3. Targeting the Symbols of the French Model: The increase of terrorist attacks targeting France is linked to terrorist groups seeking to destroy the symbolic aspect of the French secular nation-state, which is based on the separation between religion and politics. Religious currents consider this secular model in extreme contrast to their ideological doctrines. This trend can also be perceived through the description used by ISIS to portray France in more than one statement, classifying it as carrying “the banner of the cross” across Europe, to convey the trend of targeting France.
4. War on ISIS: France is considered as one of the most active states involved in military operations against ISIS in Syria and Iraq. Terrorist attacks against Paris, in last November, came only a few days after deploying the aircraft carrier Charles de Gaulle carrying onboard Rafale fighter jets to the Arabian Gulf, to participate in the war against ISIS. Similarly, the recent attack in Nice came only hours after the announcement by the French President François Hollande to resend the Charles de Gaulle to the Middle East in the coming autumn, and to deploy an additional 500 military advisors to Iraq, to participate in liberating the areas occupied by ISIS. This deployment is in addition to 400 troops already performing training tasks for Iraqi forces and Kurdish Peshmerga forces. Hollande’s announcements also included an emphasis on the necessary move not to limit the operation to confronting ISIS; rather the mission should extend to attacking the strongholds of the Al-Nusra Front, which is no less notorious than ISIS.
5. Expansion of a Regional Role: France’s involvement in the Middle East recently increased and can be perceived through the increase of the French arms deals with various states in the region. A move considered by ISIS as one of the most important reasons for the expansion of military capabilities of those countries, and one of the reasons for targeting, by ISIS, the French military presence in north Mali and West Africa in general. Also, worth noting is France’s efforts to enhance its political role in Libya, which pushed ISIS to carry out military operations there to compel France to regress to its regional surroundings, away from the ISIS’s range of influence.

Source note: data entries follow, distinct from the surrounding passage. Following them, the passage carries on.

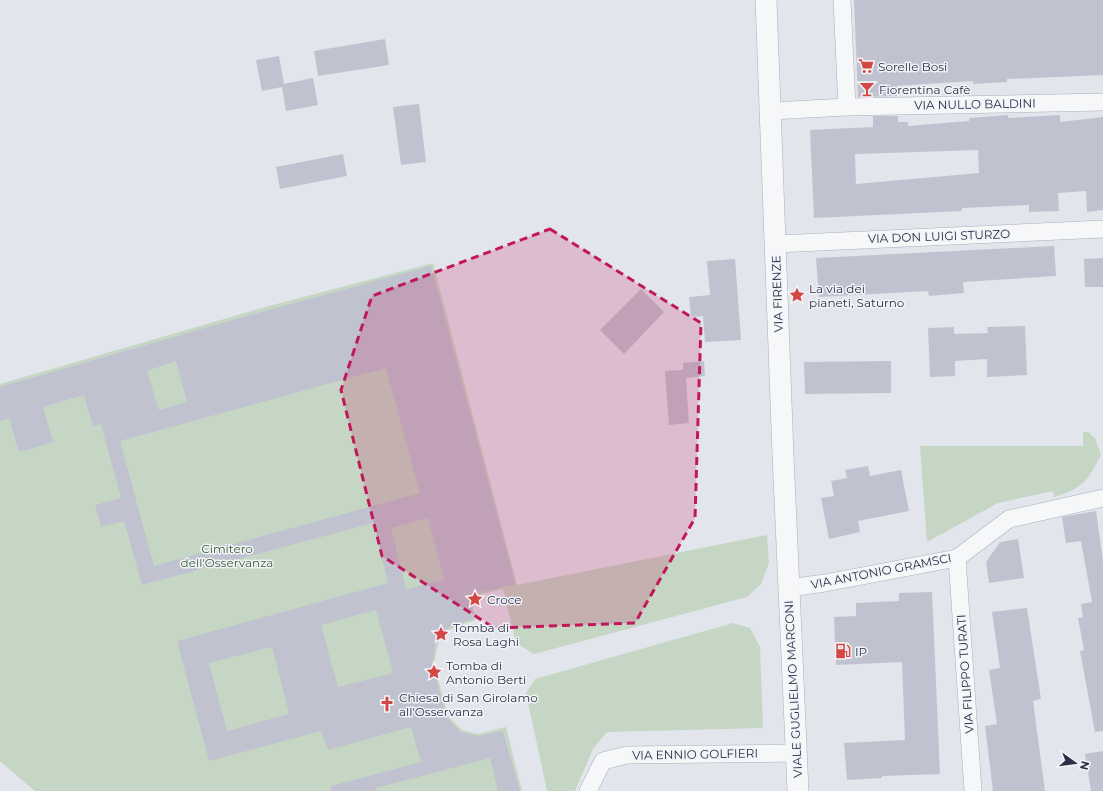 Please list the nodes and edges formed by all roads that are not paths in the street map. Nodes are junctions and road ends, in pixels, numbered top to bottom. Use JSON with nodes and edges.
{"nodes":[{"id":1,"x":766,"y":0,"type":"edge"},
{"id":2,"x":842,"y":0,"type":"edge"},
{"id":3,"x":1103,"y":102,"type":"edge"},
{"id":4,"x":846,"y":107,"type":"junction"},
{"id":5,"x":771,"y":111,"type":"junction"},
{"id":6,"x":1103,"y":229,"type":"edge"},
{"id":7,"x":776,"y":244,"type":"junction"},
{"id":8,"x":1103,"y":498,"type":"edge"},
{"id":9,"x":957,"y":558,"type":"junction"},
{"id":10,"x":789,"y":588,"type":"junction"},
{"id":11,"x":796,"y":753,"type":"junction"},
{"id":12,"x":588,"y":791,"type":"edge"},
{"id":13,"x":798,"y":791,"type":"edge"},
{"id":14,"x":974,"y":791,"type":"edge"}],
"edges":[{"from":1,"to":5,"type":"street","name":"VIA FIRENZE"},
{"from":2,"to":4,"type":"street"},
{"from":3,"to":4,"type":"street","name":"VIA NULLO BALDINI"},
{"from":4,"to":5,"type":"street","name":"VIA NULLO BALDINI"},
{"from":5,"to":7,"type":"street","name":"VIA FIRENZE"},
{"from":6,"to":7,"type":"street","name":"VIA DON LUIGI STURZO"},
{"from":7,"to":10,"type":"street","name":"VIA FIRENZE"},
{"from":8,"to":9,"type":"street","name":"VIA ANTONIO GRAMSCI"},
{"from":9,"to":10,"type":"street","name":"VIA ANTONIO GRAMSCI"},
{"from":9,"to":14,"type":"street","name":"VIA FILIPPO TURATI"},
{"from":10,"to":11,"type":"street","name":"VIALE GUGLIELMO MARCONI"},
{"from":11,"to":12,"type":"street","name":"VIA ENNIO GOLFIERI"},
{"from":11,"to":13,"type":"street","name":"VIALE GUGLIELMO MARCONI"}]} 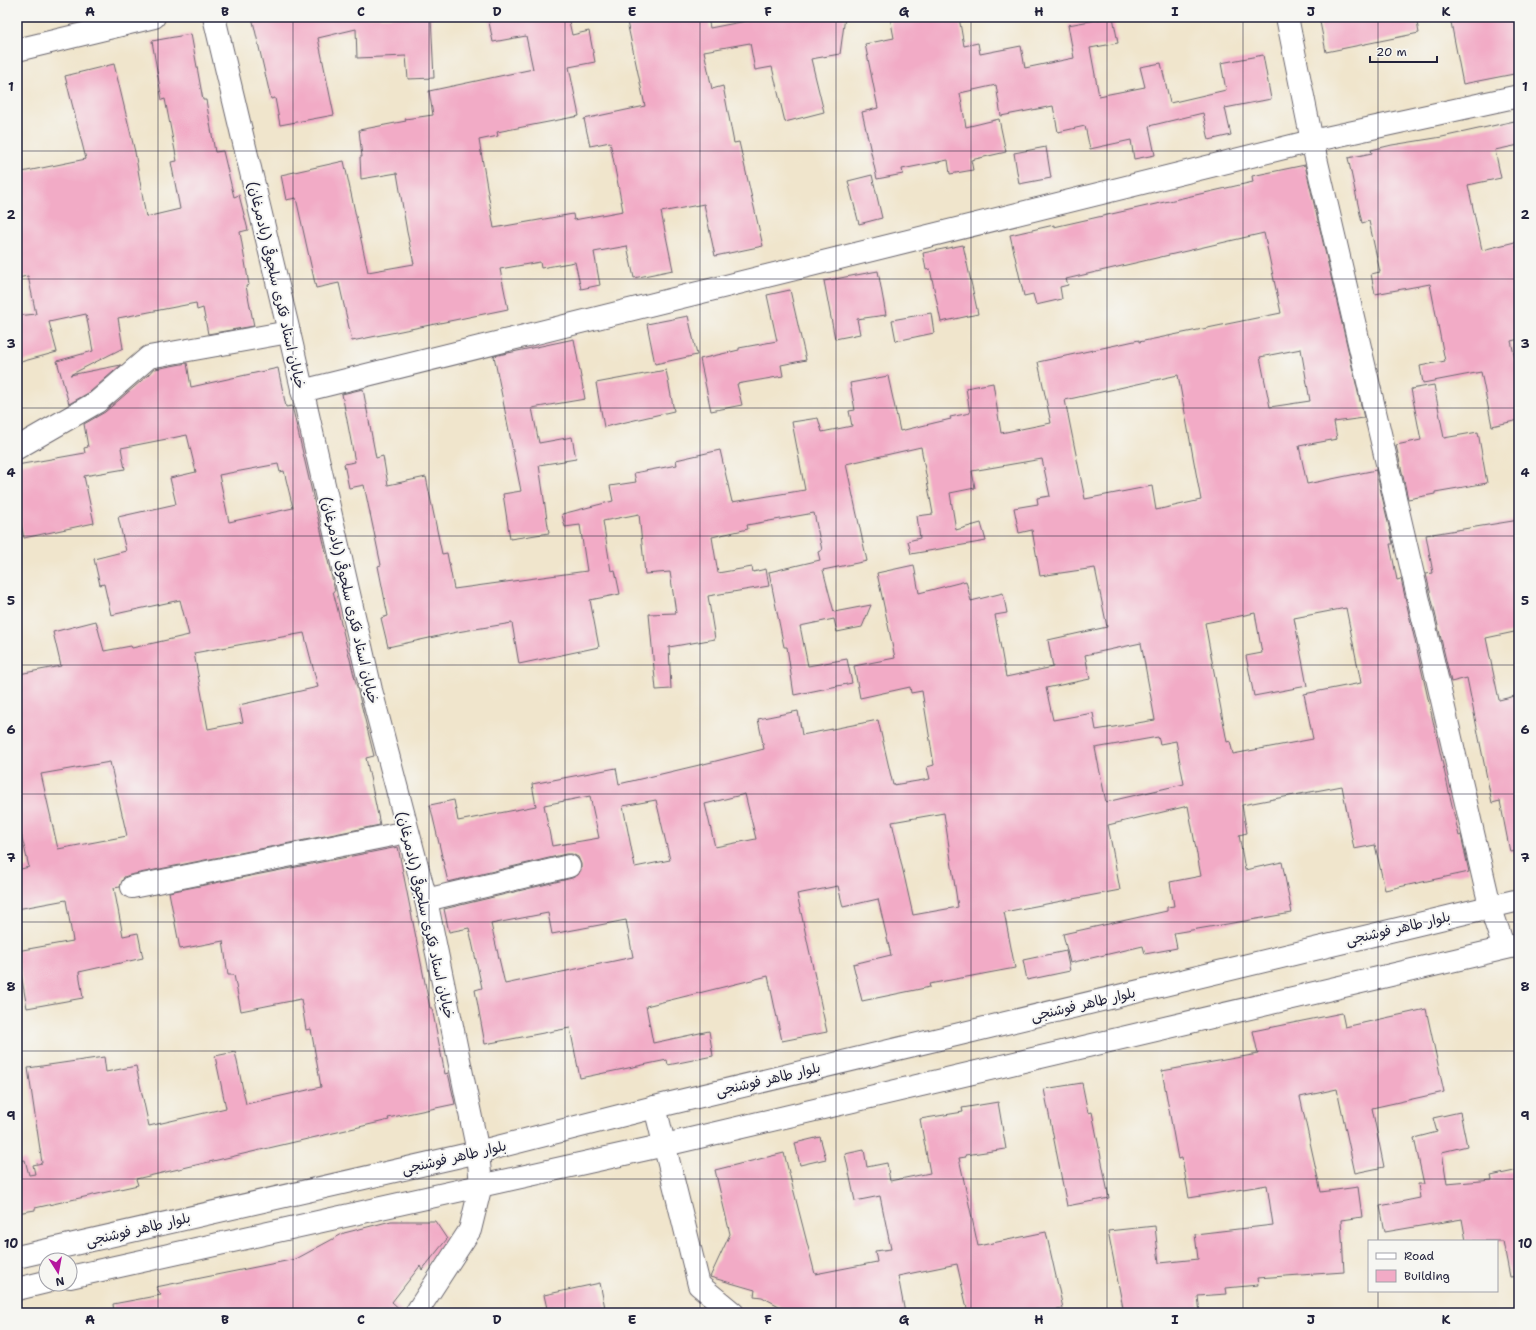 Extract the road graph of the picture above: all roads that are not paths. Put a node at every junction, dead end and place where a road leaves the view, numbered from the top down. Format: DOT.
graph roads {
  1 [pos="154,17"];
  2 [pos="214,17"];
  3 [pos="1288,17"];
  4 [pos="17,50"];
  5 [pos="1519,96"];
  6 [pos="1312,141"];
  7 [pos="289,332"];
  8 [pos="302,391"];
  9 [pos="17,448"];
  10 [pos="407,832"];
  11 [pos="568,866"];
  12 [pos="132,887"];
  13 [pos="426,900"];
  14 [pos="1519,900"];
  15 [pos="1490,906"];
  16 [pos="1511,946"];
  17 [pos="656,1107"];
  18 [pos="665,1145"];
  19 [pos="478,1152"];
  20 [pos="481,1185"];
  21 [pos="17,1256"];
  22 [pos="78,1275"];
  23 [pos="38,1284"];
  24 [pos="17,1289"];
  25 [pos="416,1313"];
  26 [pos="732,1313"];
  1 -- 4 [label="street"];
  2 -- 7 [label="street, خیابان استاد فکری سلجوقی (بادمرغان)"];
  3 -- 6 [label="street"];
  5 -- 6 [label="street"];
  6 -- 8 [label="street"];
  6 -- 15 [label="street"];
  7 -- 8 [label="street, خیابان استاد فکری سلجوقی (بادمرغان)"];
  7 -- 9 [label="street"];
  8 -- 10 [label="street, خیابان استاد فکری سلجوقی (بادمرغان)"];
  10 -- 12 [label="street"];
  10 -- 13 [label="street, خیابان استاد فکری سلجوقی (بادمرغان)"];
  11 -- 13 [label="street"];
  13 -- 19 [label="street, خیابان استاد فکری سلجوقی (بادمرغان)"];
  14 -- 15 [label="street, بلوار طاهر فوشنجی"];
  15 -- 16 [label="street"];
  15 -- 17 [label="street, بلوار طاهر فوشنجی"];
  16 -- 18 [label="street"];
  17 -- 18 [label="street"];
  17 -- 19 [label="street, بلوار طاهر فوشنجی"];
  18 -- 20 [label="street"];
  18 -- 26 [label="street"];
  19 -- 20 [label="street, خیابان استاد فکری سلجوقی (بادمرغان)"];
  19 -- 21 [label="street, بلوار طاهر فوشنجی"];
  20 -- 22 [label="street"];
  20 -- 25 [label="street, خیابان استاد فکری سلجوقی (بادمرغان)"];
  23 -- 24 [label="street"];
}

6. Increase in Border Fluidity: Terrorist groups are taking advantage of France’s strategic location, as it facilitates their movements among European countries. Terrorists utilize the weak security measures at train stations and highways to be able to mobilize among European countries. This situation enables terrorists to move without any restrictions across France to other countries of the European continent. This also has relation to the skill of terrorist groups in exploiting the flood of refugees across the borders into the European Union moving in disguise among refugees. This is what Ahmad Al-Muhammad, the terrorist involved in Paris operations in November 2015, has done. He was registered in Greece in October 2015 and was given a passport as a refugee, he then moved from Belgium to France just before executing the terrorist operation in Paris.
As a whole, it is more likely that the increase in terrorist activities will lead to an escalation in the right-wing extremist popularity, and the decline of leftist parties. An increase in hostile practices targeting minorities in French society and a change in policies for assimilating migrants are also expected. Rules for moving across Europe are likely to be reviewed, particularly after seeing the results of the Brexit poll. Moreover, there will probably be more strict measures for receiving migrants arriving from Middle East countries; and more stringent measures to enhance border security. Anticipatory preventive interventions in the zones of armed conflicts in the south of the Mediterranean will increase, to preempt threats and dry up sources of terrorism.